The main issue Christians need to be aware of in the film is that science and religion can’t play nice together.  Science is seen as the provider of truth and progress, while the Christian Church (the Roman Catholic one) is stuck in a belief system that needs to be updated.  Interestingly enough, the movie opens with a Catholic Priest working in the CERN facility to capture antimatter in a magnetic vial.  It is an interesting opening symbolizing church and science working together.  Anyway, the movie isn’t a frontal attack on Catholicism as the backward, anti-science religion that Hollywood regularly likes to display. Still, it does suggest that “The Church” needs to adapt and change to suit scientific truths.  Yawn.  Here we go again.

Unfortunately, movie makers have woefully insufficient knowledge of the biblical view of science.  The Bible and science don’t contradict.  Consider the following biblical facts:

  • The Round Shape of the Earth (Isaiah 40:22).
  • The Earth is suspended in nothing (Job 26:7).
  • The Stars are Innumerable (Genesis 15:5).
  • The Existence of Valleys in the Seas, (2 Samuel 22:16).
  • The Existence of Springs and Fountains in the Deep, (Genesis 7:11; see also Gen. 8:2, Prov. 8:28).
  • The Existence of Water Paths (Ocean Currents) in the Seas (Psalm 8:1,3,6,8).
  • The Hydrologic Cycle (Job 26:8; 36:27-28; Eccl. 1:6-7).
  • The Concept of Entropy, (Psalm 102:25-26).
  • The Nature of Health, Sanitation, and Sickness, (Leviticus chapters 12 through 14).

Of course, the ubiquitous theory of evolution might be raised as Science’s Poster Child and used to club Christians into submission.  But here comes the spoiler–the evolutionary theory isn’t a scientific fact (it’s a theory), and it has its own set of problems (Punctuated Equilibrium, Cambrian Explosion, the woefully incomplete fossil record, information formation problem, abiogenesis, and the scientists’ own prejudices, etc.).  But, this isn’t an article on evolution.

Science works because God makes it work.  God has created the universe with predictability, order, and regularity.  Early Christians developed the scientific method because they sought to unlock God’s secrets in the universe.  Christianity is not against science despite what the perfect-haired televangelists with pearly whites might proclaim.  The universe and its intricacies are exactly what you’d expect from the creation that the biblical God would present.  But, enough of the preaching.

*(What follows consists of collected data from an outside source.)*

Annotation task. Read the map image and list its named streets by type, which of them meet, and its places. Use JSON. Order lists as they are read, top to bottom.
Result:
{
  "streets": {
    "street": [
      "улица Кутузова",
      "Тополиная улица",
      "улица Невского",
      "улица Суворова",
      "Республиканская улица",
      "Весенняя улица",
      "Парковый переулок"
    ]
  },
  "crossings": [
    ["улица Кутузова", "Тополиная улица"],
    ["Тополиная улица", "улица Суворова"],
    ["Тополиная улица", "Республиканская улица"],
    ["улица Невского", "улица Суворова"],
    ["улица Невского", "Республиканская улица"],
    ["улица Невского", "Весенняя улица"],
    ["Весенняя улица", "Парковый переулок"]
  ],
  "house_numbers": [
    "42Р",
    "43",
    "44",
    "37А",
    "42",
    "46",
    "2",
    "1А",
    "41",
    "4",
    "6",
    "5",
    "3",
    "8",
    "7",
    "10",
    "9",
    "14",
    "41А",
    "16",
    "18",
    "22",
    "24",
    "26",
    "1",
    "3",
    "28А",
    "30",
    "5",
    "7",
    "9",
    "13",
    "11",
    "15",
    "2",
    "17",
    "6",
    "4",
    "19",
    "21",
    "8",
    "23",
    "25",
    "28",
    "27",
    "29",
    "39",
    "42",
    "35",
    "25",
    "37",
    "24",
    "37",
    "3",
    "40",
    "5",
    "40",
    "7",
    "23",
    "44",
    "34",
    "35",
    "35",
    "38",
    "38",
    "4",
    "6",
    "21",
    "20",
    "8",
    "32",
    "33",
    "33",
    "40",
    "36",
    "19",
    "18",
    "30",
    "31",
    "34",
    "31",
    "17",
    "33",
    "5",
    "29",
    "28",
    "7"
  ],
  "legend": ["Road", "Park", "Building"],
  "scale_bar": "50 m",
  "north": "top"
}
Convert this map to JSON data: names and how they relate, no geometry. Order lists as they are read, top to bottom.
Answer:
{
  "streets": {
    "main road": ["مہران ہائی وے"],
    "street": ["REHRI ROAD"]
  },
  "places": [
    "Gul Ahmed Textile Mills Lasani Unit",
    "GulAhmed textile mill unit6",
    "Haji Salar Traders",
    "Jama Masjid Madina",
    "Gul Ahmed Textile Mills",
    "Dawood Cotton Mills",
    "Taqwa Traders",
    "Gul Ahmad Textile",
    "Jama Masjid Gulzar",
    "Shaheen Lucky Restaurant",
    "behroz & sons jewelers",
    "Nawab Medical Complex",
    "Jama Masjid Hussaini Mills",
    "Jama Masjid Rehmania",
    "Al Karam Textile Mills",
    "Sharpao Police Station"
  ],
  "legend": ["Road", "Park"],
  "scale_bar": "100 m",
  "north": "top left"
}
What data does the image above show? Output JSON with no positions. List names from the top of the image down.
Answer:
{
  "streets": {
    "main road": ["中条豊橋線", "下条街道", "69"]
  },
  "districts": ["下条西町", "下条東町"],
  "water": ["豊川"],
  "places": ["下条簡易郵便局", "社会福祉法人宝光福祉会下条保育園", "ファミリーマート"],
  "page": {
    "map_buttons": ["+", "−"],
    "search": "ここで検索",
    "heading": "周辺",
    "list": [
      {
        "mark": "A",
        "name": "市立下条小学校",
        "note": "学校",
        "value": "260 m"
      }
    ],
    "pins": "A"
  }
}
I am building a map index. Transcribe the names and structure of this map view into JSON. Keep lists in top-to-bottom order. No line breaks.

Fortunately, the movie version of the book Angels and Demons isn’t full of half-truths and misrepresentations, as was the Da Vinci Code. However, it certainly wasn’t accurate regarding anti-matter as an energy source since it takes more energy to produce than you get out of it.  And, the Roman Catholic Church did not kill four Illuminati scientists in the 1600s.  I’ve not read the book, but it supposedly contains many more inaccuracies about Christianity and history.

Angels and Demons is simply another offering of Dan Brown, the anti-Christian, who makes a ton of money misrepresenting Christianity and attacking its validity.  And I can’t help but wonder – could we make a movie about Dan Brown and fill it with half-truths, faulty history, and false accusations?  Would that be okay?